But in reality, I think I am going to reach into a more humorous story of my life: singing in the shower. I used to just sing songs I knew by heart: Oasis's Wonderwall, Petty's Free Fallin' and even Verve Pipe's Freshmen. I would belt them out as the euphoria of steam and warm comfort contrasted by December in Illinois would reach deep into the pit of my stomach, churning out notes I didn't even know I was capable of reaching.

Anymore, I have become captivated of the prospects of being a true artist in life. I wonder to school, to work, to friend's houses, still in a childlike candor, wide eyed, trying to experience a world I feel is brand new each day. Music drives my engine, serving as a catalyst to fuel the chemical reaction of my true creativity and love for life.

What does this point to? Well, I think this is why anymore I enjoy singing freely, making lyrics up as the synapses in my brain fire, sending colorful metaphors and verses through my voice box, creating the resonating noise of an artist in love with life.

It must be a hoot to witness. I know my two roommates last March would often be laughing after I would step out of the shower and my two current roommates often comment as well.

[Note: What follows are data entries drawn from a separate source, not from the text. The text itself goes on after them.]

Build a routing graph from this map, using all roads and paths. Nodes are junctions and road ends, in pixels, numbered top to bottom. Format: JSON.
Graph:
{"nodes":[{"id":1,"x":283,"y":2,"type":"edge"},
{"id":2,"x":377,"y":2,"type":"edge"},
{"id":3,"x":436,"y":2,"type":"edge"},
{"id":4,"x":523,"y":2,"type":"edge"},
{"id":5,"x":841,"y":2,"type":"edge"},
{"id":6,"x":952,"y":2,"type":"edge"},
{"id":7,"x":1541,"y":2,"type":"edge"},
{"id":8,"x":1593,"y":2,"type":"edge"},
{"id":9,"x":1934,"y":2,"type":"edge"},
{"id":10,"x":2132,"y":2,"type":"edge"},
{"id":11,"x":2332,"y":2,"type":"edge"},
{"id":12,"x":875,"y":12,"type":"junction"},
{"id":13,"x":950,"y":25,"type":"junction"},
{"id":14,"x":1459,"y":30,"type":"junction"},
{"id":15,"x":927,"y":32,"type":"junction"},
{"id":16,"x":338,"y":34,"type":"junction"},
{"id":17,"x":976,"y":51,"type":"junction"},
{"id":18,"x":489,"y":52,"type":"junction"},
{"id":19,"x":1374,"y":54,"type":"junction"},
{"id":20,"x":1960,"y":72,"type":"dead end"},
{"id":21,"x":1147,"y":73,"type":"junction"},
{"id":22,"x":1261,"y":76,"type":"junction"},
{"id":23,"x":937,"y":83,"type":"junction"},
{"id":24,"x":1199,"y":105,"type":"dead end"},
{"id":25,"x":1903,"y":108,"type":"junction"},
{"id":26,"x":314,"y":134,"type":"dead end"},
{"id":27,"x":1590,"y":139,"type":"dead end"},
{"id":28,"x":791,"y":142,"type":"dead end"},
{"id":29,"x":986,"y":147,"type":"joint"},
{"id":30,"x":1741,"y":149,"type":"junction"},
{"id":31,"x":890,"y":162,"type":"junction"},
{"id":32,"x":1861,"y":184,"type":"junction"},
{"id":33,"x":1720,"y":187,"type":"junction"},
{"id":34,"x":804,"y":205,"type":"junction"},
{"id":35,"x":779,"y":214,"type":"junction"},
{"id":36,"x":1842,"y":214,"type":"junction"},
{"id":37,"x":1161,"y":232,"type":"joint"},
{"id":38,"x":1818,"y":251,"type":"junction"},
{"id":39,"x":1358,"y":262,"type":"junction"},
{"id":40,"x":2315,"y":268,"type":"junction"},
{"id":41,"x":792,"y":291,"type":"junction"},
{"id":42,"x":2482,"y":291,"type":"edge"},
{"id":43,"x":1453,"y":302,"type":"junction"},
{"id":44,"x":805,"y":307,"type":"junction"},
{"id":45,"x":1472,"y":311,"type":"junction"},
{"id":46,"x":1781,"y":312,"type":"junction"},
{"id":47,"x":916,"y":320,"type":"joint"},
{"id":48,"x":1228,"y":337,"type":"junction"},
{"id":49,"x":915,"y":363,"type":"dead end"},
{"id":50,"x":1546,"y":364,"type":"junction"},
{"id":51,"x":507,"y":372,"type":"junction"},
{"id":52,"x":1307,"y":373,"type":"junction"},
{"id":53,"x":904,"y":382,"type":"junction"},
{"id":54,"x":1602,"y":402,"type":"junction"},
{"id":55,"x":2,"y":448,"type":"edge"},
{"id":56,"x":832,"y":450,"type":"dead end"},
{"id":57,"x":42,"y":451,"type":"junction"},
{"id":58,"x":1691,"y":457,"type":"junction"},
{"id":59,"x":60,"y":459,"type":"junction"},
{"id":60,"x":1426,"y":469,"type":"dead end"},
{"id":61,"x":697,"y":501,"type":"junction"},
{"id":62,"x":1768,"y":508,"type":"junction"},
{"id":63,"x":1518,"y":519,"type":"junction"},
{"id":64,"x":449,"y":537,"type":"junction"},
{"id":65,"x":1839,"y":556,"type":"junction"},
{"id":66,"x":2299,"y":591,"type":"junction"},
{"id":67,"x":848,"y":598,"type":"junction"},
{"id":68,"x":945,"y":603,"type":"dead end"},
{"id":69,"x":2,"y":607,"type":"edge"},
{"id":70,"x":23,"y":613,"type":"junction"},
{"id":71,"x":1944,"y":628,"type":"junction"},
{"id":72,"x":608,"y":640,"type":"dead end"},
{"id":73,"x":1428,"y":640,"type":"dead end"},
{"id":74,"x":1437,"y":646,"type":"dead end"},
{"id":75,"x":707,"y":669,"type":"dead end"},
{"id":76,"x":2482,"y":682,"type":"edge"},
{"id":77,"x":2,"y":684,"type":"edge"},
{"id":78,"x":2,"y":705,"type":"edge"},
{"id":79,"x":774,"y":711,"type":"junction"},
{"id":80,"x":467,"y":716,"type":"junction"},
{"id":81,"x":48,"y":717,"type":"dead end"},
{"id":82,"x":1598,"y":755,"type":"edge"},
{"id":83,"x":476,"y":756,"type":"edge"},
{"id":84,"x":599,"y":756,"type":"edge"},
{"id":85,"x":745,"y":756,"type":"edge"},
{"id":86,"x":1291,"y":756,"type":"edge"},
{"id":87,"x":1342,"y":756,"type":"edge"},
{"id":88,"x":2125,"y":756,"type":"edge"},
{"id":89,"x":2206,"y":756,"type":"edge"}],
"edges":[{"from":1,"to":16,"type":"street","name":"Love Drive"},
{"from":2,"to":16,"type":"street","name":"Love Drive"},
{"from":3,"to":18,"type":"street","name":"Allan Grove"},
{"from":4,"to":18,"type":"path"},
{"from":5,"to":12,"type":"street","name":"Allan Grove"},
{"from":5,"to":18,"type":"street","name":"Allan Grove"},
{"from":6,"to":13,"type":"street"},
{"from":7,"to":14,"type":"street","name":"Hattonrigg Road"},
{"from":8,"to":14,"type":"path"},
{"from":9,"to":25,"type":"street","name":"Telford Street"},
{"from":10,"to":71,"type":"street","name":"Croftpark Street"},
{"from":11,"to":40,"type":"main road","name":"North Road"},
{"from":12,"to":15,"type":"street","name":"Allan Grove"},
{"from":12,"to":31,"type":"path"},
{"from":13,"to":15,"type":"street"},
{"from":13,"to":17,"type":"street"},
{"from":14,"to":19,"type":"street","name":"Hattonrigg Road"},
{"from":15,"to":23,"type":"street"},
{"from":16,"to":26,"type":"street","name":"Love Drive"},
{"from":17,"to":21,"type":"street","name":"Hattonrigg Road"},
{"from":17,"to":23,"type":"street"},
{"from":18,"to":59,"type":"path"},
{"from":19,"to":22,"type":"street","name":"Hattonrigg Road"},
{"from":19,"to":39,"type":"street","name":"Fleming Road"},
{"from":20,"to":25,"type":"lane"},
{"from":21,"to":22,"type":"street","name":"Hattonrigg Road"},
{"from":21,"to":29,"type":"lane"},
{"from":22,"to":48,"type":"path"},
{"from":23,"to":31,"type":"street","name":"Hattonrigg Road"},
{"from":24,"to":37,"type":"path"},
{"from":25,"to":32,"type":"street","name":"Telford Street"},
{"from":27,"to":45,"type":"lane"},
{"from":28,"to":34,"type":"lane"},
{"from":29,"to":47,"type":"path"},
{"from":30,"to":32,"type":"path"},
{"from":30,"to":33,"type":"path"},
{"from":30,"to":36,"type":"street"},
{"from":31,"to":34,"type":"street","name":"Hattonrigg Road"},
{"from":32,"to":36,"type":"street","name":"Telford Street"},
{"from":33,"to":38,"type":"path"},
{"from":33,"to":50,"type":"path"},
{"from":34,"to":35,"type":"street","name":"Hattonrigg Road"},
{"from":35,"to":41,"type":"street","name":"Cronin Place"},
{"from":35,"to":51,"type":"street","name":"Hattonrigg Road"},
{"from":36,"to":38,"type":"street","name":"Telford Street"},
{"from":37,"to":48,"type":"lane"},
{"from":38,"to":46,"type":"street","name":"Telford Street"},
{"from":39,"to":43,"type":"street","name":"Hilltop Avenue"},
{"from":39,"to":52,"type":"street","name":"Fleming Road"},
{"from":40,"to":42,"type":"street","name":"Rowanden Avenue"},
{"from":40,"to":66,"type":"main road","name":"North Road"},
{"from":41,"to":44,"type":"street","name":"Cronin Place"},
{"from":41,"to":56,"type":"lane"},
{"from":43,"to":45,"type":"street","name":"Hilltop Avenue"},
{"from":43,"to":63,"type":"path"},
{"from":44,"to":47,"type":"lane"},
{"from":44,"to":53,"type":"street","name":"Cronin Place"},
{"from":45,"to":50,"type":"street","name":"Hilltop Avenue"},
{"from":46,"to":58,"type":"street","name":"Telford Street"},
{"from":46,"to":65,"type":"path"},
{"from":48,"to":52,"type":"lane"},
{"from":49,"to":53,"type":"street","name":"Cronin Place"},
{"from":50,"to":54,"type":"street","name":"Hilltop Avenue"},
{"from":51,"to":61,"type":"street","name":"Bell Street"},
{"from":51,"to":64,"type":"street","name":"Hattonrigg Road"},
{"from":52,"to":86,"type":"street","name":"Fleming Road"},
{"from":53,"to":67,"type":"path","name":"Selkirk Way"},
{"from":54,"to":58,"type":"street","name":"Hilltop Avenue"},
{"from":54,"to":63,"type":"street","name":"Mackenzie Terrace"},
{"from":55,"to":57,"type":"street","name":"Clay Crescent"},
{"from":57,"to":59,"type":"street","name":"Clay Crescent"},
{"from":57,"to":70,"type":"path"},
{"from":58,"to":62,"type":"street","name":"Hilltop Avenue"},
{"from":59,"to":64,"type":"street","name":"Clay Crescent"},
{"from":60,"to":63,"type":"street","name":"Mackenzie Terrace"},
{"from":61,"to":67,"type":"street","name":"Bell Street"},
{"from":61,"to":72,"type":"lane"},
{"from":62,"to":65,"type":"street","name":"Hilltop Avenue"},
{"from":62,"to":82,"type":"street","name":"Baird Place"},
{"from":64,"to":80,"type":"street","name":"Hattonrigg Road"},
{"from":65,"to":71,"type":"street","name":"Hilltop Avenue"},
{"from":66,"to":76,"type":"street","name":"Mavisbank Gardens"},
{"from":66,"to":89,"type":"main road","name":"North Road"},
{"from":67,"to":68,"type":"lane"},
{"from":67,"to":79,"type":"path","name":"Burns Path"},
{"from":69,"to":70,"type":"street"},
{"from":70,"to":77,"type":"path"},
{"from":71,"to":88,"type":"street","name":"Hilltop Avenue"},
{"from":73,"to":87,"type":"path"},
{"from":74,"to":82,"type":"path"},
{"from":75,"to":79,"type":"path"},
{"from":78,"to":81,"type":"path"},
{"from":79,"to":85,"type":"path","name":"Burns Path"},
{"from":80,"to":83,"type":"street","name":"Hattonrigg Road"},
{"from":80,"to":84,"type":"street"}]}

And like every good little story teller, there is a moral to this story, as I am learning from Mr. John Gardner. What ever it is you love, or who...don't be afraid to "sing in the shower" so to speak. Who cares is watching, listening...witnessing. Let the true passion that drives your life-source become aroused and perpetuated in all you do. Thank you.

KmS

1 comment:

cdshook said...

Well put Keith, well put. A lot of people, myself included, think I have my future all figured out, when really I'm still not totally sure of what I want. You're not alone. ;)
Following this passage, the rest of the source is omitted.